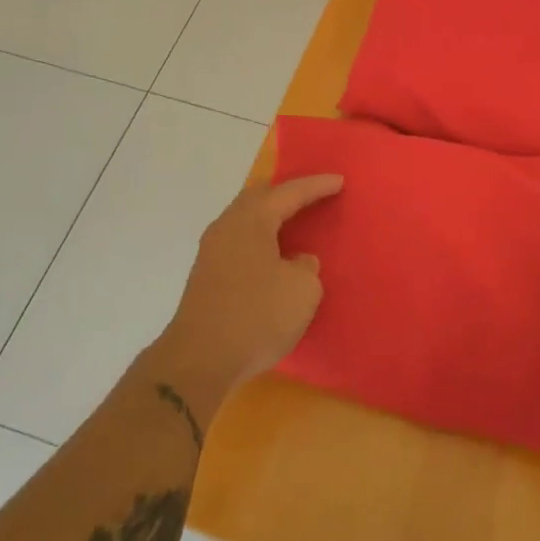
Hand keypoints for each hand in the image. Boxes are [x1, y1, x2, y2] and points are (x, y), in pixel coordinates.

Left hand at [151, 175, 343, 412]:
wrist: (200, 359)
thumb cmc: (256, 316)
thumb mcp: (302, 290)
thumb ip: (306, 267)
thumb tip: (295, 262)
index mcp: (251, 220)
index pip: (289, 192)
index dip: (316, 186)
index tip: (339, 181)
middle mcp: (227, 226)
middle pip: (258, 197)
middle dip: (286, 193)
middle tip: (311, 194)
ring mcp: (211, 250)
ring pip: (245, 219)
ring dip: (269, 217)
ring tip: (293, 222)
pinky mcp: (206, 275)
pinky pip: (238, 241)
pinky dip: (259, 238)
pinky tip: (272, 254)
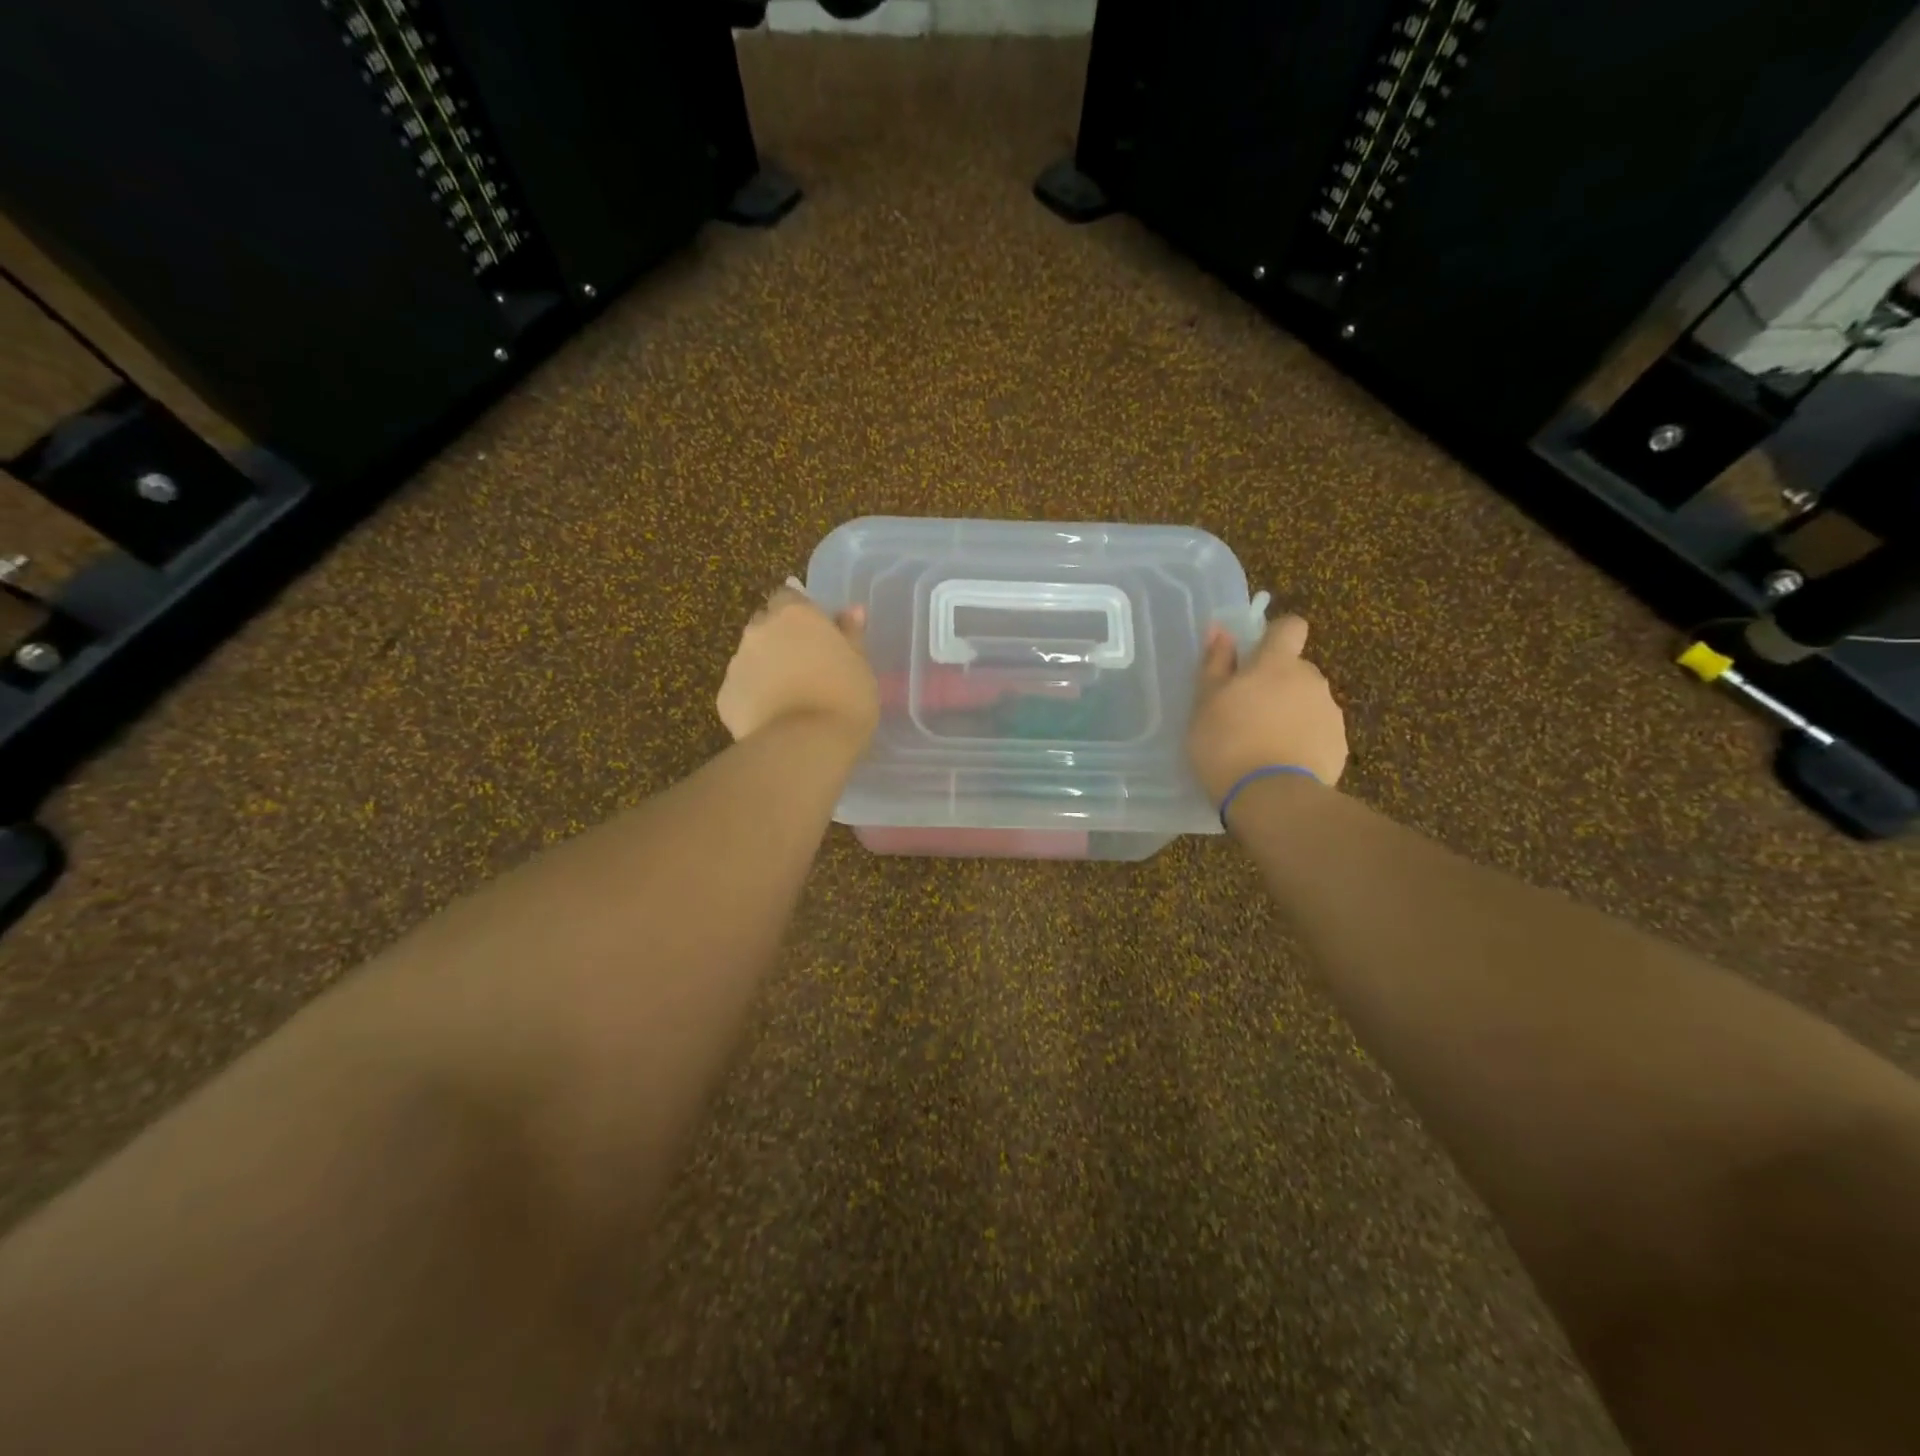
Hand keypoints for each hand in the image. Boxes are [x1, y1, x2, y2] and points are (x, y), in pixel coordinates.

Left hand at [717, 584, 878, 748]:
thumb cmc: (845, 698)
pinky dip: (754, 699)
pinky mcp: (724, 697)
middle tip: (805, 667)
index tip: (817, 635)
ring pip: (751, 658)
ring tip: (790, 699)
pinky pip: (741, 690)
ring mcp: (737, 663)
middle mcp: (759, 630)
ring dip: (767, 670)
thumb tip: (852, 610)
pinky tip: (774, 720)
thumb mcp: (860, 664)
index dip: (801, 615)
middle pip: (765, 625)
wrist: (805, 745)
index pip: (789, 597)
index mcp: (795, 615)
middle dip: (779, 639)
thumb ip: (851, 634)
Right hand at [1187, 614, 1346, 801]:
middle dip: (1277, 683)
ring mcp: (1330, 714)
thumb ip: (1215, 663)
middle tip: (1247, 712)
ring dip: (1290, 713)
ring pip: (1308, 702)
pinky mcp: (1339, 746)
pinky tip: (1281, 764)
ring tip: (1263, 745)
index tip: (1255, 657)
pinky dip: (1302, 741)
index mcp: (1277, 664)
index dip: (1275, 637)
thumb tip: (1221, 630)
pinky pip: (1318, 733)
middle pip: (1296, 670)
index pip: (1291, 627)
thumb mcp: (1205, 702)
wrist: (1271, 798)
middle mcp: (1311, 680)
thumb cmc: (1227, 743)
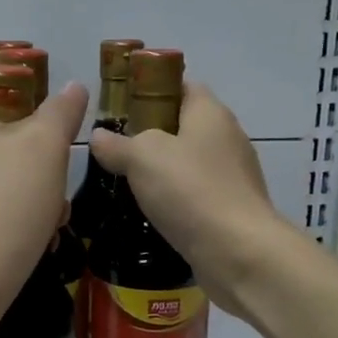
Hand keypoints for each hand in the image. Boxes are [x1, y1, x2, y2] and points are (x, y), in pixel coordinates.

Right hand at [90, 82, 291, 322]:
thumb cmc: (190, 190)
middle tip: (114, 149)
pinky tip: (151, 213)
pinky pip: (196, 195)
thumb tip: (99, 136)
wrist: (238, 252)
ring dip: (161, 172)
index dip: (150, 90)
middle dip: (150, 135)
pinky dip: (175, 200)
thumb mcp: (142, 157)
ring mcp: (233, 176)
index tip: (120, 107)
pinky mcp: (232, 209)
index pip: (181, 85)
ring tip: (125, 183)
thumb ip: (117, 144)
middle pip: (184, 125)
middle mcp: (227, 138)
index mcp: (210, 113)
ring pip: (189, 164)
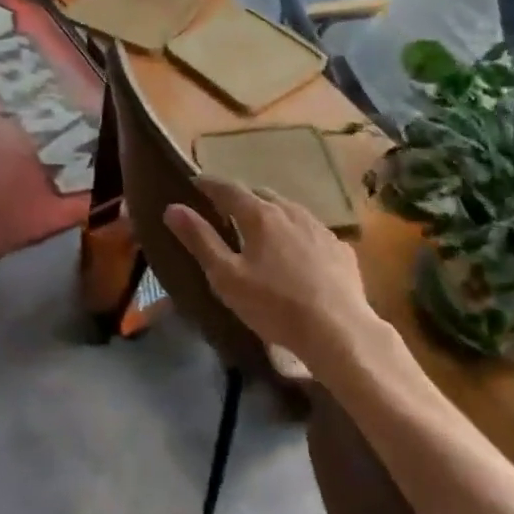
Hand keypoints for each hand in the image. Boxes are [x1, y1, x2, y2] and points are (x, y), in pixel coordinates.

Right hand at [163, 177, 379, 375]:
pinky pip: (311, 232)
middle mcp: (291, 212)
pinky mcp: (341, 249)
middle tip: (226, 212)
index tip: (194, 182)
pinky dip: (297, 235)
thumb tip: (173, 208)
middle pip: (261, 195)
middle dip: (241, 198)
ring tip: (261, 232)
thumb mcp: (227, 277)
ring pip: (289, 211)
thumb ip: (200, 240)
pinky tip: (297, 256)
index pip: (228, 189)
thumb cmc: (275, 305)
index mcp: (260, 215)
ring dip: (271, 214)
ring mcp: (320, 228)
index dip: (209, 184)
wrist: (339, 331)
# # # #
Problem details :: Reproduce every line of the listing above in which the string "Right" appears.

Written response ::
Right hand at [1187, 614, 1346, 801]:
Right hand at [90, 82, 291, 322]:
Right hand at [163, 177, 379, 375]:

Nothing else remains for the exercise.